So, I’m especially excited that my drawing “A Crack In The Record” will be a part of a collaborative online exhibition called “Flow”, led by Modern Art Oxford and Oxford Brookes University, and I’m delighted to see it featured in part on MAO’s webpage. The show will open as an online exhibition running from 4 September to 11 October.
Click here to visit the MAO website: https://www.modernartoxford.org.uk/event/flow-online/
The title “Flow” refers to the immersive, focused and productive state of mind which many people seek to cultivate as a means of being at their most productive, effective or creative,. It applies equally to sportspeople, those in business or academia, and of course to those in creative or artistic endeavours: musicians, writers, visual artists… the list goes on.

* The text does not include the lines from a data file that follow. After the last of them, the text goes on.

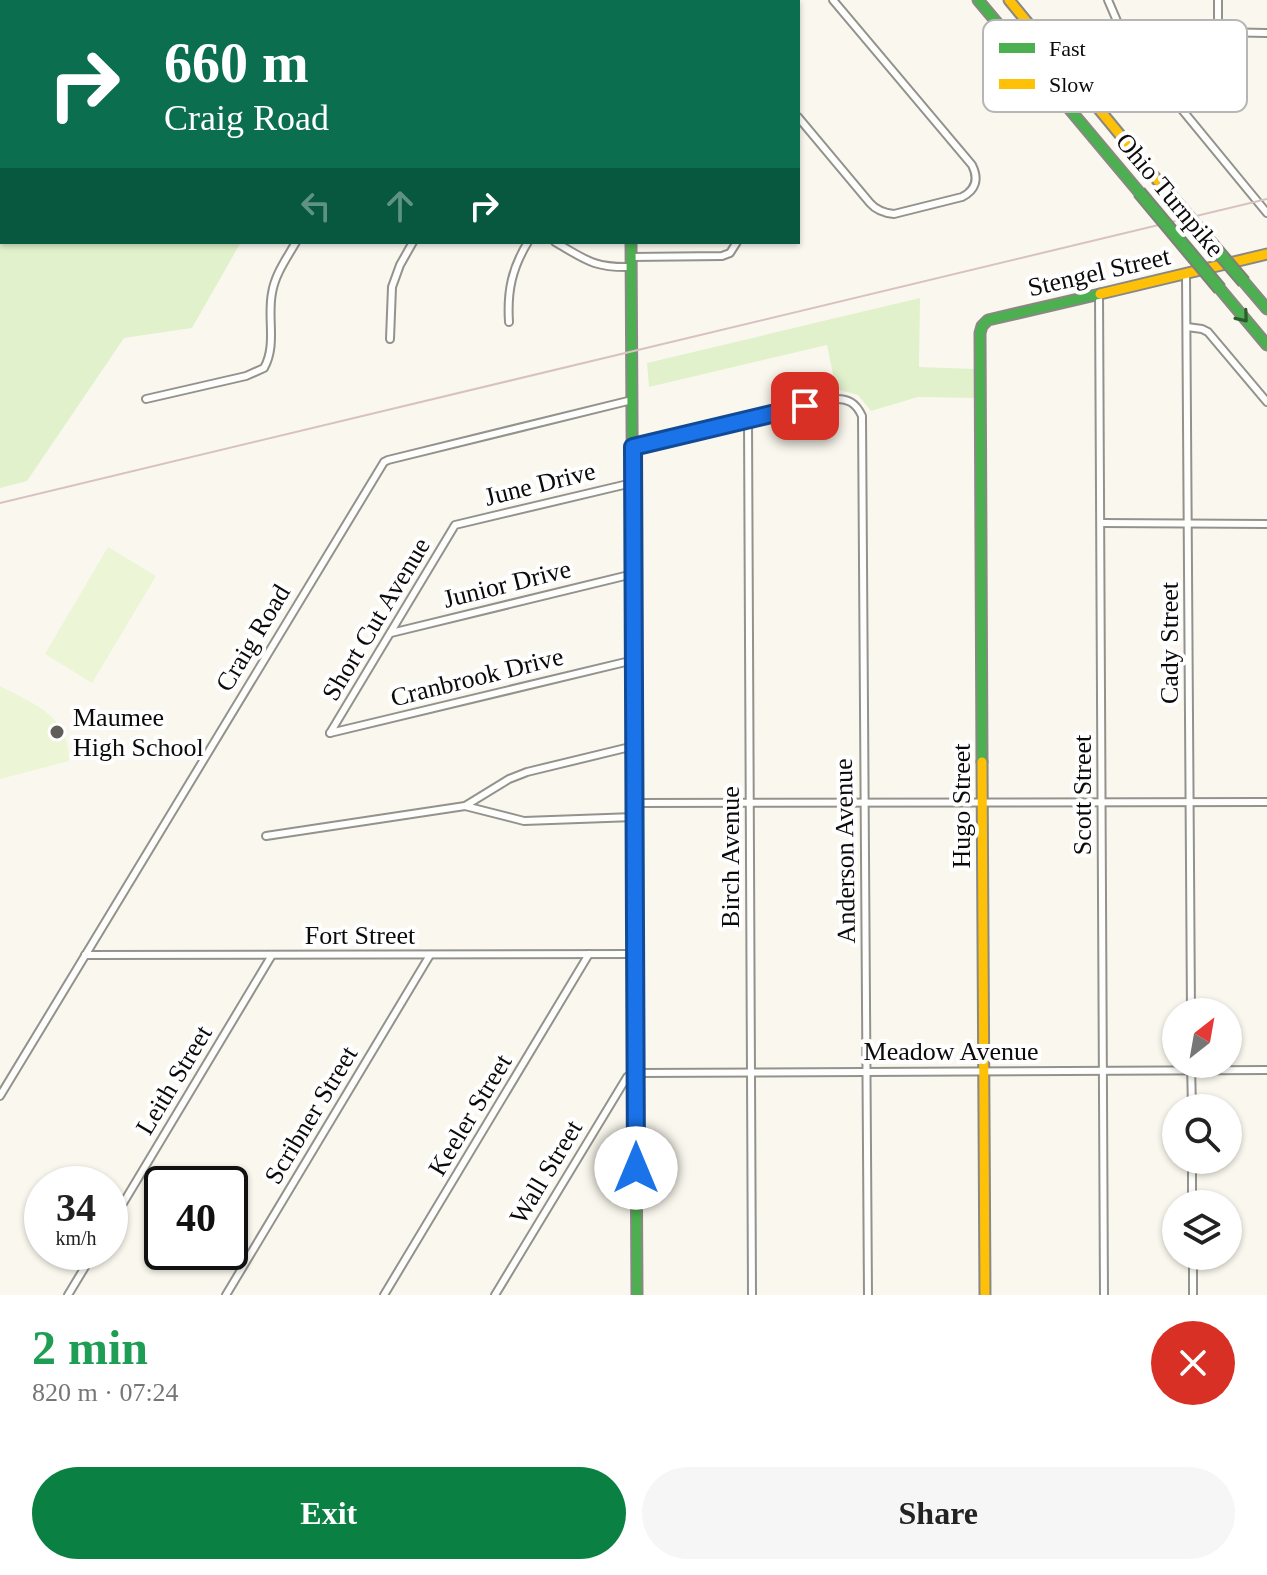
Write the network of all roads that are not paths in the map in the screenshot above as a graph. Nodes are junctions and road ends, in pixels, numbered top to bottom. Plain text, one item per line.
1 (833, 0) edge
2 (978, 0) edge
3 (1009, 0) edge
4 (1108, 0) edge
5 (995, 20) edge
6 (1025, 20) edge
7 (1117, 20) edge
8 (1072, 112) edge
9 (1101, 112) edge
10 (1183, 112) edge
11 (800, 119) edge
12 (1267, 213) edge
13 (295, 244) edge
14 (412, 244) edge
15 (527, 244) edge
16 (558, 244) edge
17 (631, 244) edge
18 (736, 244) edge
19 (1267, 254) edge
20 (631, 262) junction
21 (1186, 274) junction
22 (1099, 294) junction
23 (1267, 309) edge
24 (988, 320) joint
25 (509, 322) dead end
26 (1187, 327) junction
27 (390, 339) dead end
28 (1267, 345) edge
29 (146, 399) dead end
30 (632, 400) junction
31 (1267, 402) edge
32 (748, 420) junction
33 (633, 447) junction
34 (633, 482) junction
35 (1101, 523) junction
36 (1188, 523) junction
37 (1267, 524) edge
38 (455, 525) joint
39 (633, 574) junction
40 (391, 633) junction
41 (634, 660) junction
42 (330, 733) joint
43 (634, 746) junction
44 (983, 802) junction
45 (1102, 802) junction
46 (1190, 802) junction
47 (1267, 802) edge
48 (634, 803) junction
49 (750, 803) junction
50 (864, 803) junction
51 (465, 806) junction
52 (634, 817) junction
53 (266, 836) dead end
54 (589, 954) junction
55 (635, 954) junction
56 (85, 955) junction
57 (272, 955) junction
58 (430, 955) junction
59 (1191, 998) edge
60 (1162, 1068) edge
61 (1242, 1069) edge
62 (1103, 1070) junction
63 (1267, 1070) edge
64 (867, 1071) junction
65 (984, 1071) junction
66 (751, 1072) junction
67 (635, 1073) junction
68 (0, 1096) edge
69 (128, 1195) edge
70 (83, 1270) edge
71 (1193, 1270) edge
72 (68, 1295) edge
73 (226, 1295) edge
74 (384, 1295) edge
75 (495, 1295) edge
76 (637, 1295) edge
77 (752, 1295) edge
78 (868, 1295) edge
79 (985, 1295) edge
80 (1104, 1295) edge
81 (1193, 1295) edge

1 - 11 street
2 -> 5 main road, Ohio Turnpike, bridge
3 - 6 main road, Ohio Turnpike, bridge
4 - 7 street
8 -> 28 main road, Ohio Turnpike, bridge
9 - 23 main road, Ohio Turnpike, bridge
10 - 12 street
13 - 29 street
14 - 27 street
15 - 25 street
16 - 20 street
17 - 20 main road
18 - 20 street
19 - 21 main road, Stengel Street
20 - 30 main road
21 - 22 main road, Stengel Street
21 - 26 street, Cady Street
22 - 24 main road, Stengel Street
22 - 35 street, Scott Street
24 - 44 main road, Hugo Street
26 - 31 street
26 - 36 street, Cady Street
30 - 33 main road
30 - 56 street, Craig Road
32 - 33 street
32 - 49 street, Birch Avenue
32 - 50 street, Anderson Avenue
33 - 34 main road
34 - 38 street, June Drive
34 - 39 main road
35 - 36 street
35 - 45 street, Scott Street
36 - 37 street
36 - 46 street, Cady Street
38 - 40 street, Short Cut Avenue
39 - 40 street, Junior Drive
39 - 41 main road
40 - 42 street, Short Cut Avenue
41 - 42 street, Cranbrook Drive
41 - 43 main road
43 - 48 main road
43 - 51 street
44 - 45 street
44 - 50 street
44 - 65 main road, Hugo Street
45 - 46 street
45 - 62 street, Scott Street
46 - 47 street
46 - 59 street, Cady Street
48 - 49 street
48 - 52 main road
49 - 50 street
49 - 66 street, Birch Avenue
50 - 64 street, Anderson Avenue
51 - 52 street
51 - 53 street
52 - 55 main road
54 - 55 street, Fort Street
54 - 58 street, Fort Street
54 - 74 street, Keeler Street
55 - 67 main road
56 - 57 street, Fort Street
56 - 68 street, Craig Road
57 - 58 street, Fort Street
57 - 69 street, Leith Street
58 - 73 street, Scribner Street
60 - 62 street, Meadow Avenue
61 - 63 street, Meadow Avenue
62 - 65 street, Meadow Avenue
62 - 80 street, Scott Street
64 - 65 street, Meadow Avenue
64 - 66 street, Meadow Avenue
64 - 78 street, Anderson Avenue
65 - 79 main road, Hugo Street
66 - 67 street, Meadow Avenue
66 - 77 street, Birch Avenue
67 - 75 street, Wall Street
67 - 76 main road
70 - 72 street
71 - 81 street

“A Crack in the Record” was the perfect piece to submit to a collaboration such as this, because it sits at the centre of a many of the conceptual and practical ideas in my ongoing MA project, the disused railway line to Amlwch, on Anglesey; and also because it works as a telling visual metaphor of the idea of “creative flow” itself. The process of making a large ink drawing by drawing approximately 150 concentric lines itself also opened up a highly absorbing and reflective space in which I could think deeply about what I was doing, and why, as I worked, and to witness that happening in real time throughout the process of creating this piece, which took place across five days. One has a lot of time to think in five days and it was highly beneficial and rewarding.
I’ll be exploring this more with my collaborative partners during the course of “Flow” and writing some more of my thoughts and experiences here on this blog.